= Esme Wren =

British broadcast journalist

Esme Wren is a British broadcast journalist who has worked for BBC News, Sky News and Channel 4 News. In 2021 she was appointed editor of Channel 4 News. Between 2018 and 2022, Wren was editor of BBC Newsnight, and oversaw Emily Maitlis's interview with the Duke of York in a special episode: Prince Andrew & the Epstein Scandal.

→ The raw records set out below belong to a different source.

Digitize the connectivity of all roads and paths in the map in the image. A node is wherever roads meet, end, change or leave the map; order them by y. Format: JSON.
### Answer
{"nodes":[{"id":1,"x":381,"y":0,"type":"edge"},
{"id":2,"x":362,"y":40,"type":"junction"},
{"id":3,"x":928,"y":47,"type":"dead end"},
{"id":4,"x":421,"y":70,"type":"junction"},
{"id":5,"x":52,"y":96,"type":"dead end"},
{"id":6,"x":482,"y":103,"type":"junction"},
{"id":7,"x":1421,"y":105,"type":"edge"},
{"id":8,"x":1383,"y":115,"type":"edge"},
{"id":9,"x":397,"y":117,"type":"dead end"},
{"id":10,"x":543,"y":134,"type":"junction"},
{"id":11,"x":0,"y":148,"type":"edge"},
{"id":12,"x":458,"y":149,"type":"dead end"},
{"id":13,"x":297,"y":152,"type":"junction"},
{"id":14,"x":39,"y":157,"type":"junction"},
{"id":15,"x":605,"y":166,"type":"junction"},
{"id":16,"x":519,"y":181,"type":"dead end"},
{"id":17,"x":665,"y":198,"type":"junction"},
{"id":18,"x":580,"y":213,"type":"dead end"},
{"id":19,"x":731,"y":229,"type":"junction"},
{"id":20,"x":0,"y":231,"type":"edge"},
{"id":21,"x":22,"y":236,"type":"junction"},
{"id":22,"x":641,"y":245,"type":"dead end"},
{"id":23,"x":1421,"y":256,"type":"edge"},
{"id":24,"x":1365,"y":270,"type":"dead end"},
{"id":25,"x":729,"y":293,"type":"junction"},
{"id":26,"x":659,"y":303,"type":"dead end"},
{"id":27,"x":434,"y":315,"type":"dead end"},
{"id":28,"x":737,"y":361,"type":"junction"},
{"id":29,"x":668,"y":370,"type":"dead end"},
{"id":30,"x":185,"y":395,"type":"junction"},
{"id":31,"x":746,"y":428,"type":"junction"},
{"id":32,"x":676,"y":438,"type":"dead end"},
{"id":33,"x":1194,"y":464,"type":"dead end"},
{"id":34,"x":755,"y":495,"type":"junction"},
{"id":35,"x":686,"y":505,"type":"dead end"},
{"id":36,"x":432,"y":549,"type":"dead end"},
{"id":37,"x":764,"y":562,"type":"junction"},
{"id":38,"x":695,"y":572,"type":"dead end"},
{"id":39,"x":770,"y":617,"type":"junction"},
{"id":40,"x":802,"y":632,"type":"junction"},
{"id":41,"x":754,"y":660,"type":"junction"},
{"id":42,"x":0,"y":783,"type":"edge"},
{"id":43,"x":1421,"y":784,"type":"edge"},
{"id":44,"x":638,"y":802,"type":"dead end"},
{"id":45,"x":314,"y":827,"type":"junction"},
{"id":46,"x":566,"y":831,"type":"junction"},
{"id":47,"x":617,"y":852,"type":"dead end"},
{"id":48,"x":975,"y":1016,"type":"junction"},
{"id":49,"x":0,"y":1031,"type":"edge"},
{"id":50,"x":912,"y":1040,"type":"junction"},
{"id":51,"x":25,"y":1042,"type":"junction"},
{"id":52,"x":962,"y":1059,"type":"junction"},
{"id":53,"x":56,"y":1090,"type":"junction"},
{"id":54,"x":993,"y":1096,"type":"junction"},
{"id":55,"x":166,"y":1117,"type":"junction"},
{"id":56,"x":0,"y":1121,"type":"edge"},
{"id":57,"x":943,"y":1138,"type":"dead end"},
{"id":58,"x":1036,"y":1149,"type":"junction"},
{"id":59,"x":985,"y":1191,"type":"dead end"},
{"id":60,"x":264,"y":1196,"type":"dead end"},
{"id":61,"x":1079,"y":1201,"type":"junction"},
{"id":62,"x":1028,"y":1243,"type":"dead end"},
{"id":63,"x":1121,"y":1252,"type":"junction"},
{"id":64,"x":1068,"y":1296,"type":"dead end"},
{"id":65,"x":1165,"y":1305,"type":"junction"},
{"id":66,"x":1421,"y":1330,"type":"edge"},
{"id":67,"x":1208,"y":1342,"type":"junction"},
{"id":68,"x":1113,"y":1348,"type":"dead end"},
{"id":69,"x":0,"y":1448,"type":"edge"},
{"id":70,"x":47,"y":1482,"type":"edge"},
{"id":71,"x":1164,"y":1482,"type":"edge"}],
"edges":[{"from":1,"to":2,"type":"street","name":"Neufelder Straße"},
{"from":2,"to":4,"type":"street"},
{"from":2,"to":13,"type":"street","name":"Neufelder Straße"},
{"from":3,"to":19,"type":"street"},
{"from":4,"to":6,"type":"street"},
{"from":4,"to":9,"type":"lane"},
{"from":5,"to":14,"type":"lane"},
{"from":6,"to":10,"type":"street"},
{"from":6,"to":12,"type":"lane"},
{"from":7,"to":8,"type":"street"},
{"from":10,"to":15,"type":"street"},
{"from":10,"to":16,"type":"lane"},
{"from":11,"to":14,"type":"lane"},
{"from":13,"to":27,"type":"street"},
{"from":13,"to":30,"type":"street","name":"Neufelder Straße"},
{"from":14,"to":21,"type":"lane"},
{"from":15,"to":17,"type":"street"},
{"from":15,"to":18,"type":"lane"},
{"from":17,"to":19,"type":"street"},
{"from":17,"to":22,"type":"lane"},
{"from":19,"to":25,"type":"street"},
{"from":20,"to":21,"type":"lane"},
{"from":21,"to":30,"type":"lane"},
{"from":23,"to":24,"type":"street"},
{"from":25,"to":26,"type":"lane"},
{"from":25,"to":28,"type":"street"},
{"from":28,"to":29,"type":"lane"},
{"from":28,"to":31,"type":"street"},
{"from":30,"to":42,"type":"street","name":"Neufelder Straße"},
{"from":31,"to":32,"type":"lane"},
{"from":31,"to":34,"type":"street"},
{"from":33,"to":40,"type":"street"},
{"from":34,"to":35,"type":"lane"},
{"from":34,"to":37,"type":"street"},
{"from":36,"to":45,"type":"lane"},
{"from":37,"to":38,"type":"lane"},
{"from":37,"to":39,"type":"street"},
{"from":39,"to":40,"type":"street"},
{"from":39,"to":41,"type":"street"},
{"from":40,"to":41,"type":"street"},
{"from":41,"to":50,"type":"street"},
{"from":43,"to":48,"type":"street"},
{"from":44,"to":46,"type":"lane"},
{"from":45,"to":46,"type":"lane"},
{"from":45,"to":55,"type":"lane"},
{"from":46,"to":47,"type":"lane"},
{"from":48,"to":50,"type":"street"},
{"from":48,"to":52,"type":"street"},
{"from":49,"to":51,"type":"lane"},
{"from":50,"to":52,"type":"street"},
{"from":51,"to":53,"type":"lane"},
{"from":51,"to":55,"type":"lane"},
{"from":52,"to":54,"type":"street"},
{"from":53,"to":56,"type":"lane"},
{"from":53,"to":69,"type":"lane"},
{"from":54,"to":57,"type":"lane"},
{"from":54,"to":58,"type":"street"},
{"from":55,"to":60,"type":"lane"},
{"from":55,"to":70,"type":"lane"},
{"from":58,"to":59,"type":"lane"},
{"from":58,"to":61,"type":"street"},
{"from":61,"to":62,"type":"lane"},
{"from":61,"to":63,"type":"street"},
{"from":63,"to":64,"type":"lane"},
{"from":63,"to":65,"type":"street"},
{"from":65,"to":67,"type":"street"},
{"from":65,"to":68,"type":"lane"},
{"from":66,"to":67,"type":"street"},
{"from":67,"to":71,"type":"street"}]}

==Early life and education==
Wren grew up in a Catholic family in Portsmouth with three sisters and two brothers. Wren attended Portsmouth Grammar School. She initially intended to go into dentistry, but switched her discipline, graduating from the University of Bristol in 1998 with a Bachelor of Science (BSc) in Politics. During her final year at Bristol, she won a Fulbright scholarship to study abroad at UCLA. She then completed a postgraduate degree in broadcast journalism at City, University of London in 1999.

== Career ==

Wren began her journalism career as a producer at Newsnight in the 1990s. She joined Sky News in 2005. She oversaw Sky News's coverage of the 2017 general election as its Head of Politics, Specialist and Business Journalism.

In 2018, Wren was appointed as editor of Newsnight, taking over from Ian Katz. In 2022, she became editor of Channel 4 News.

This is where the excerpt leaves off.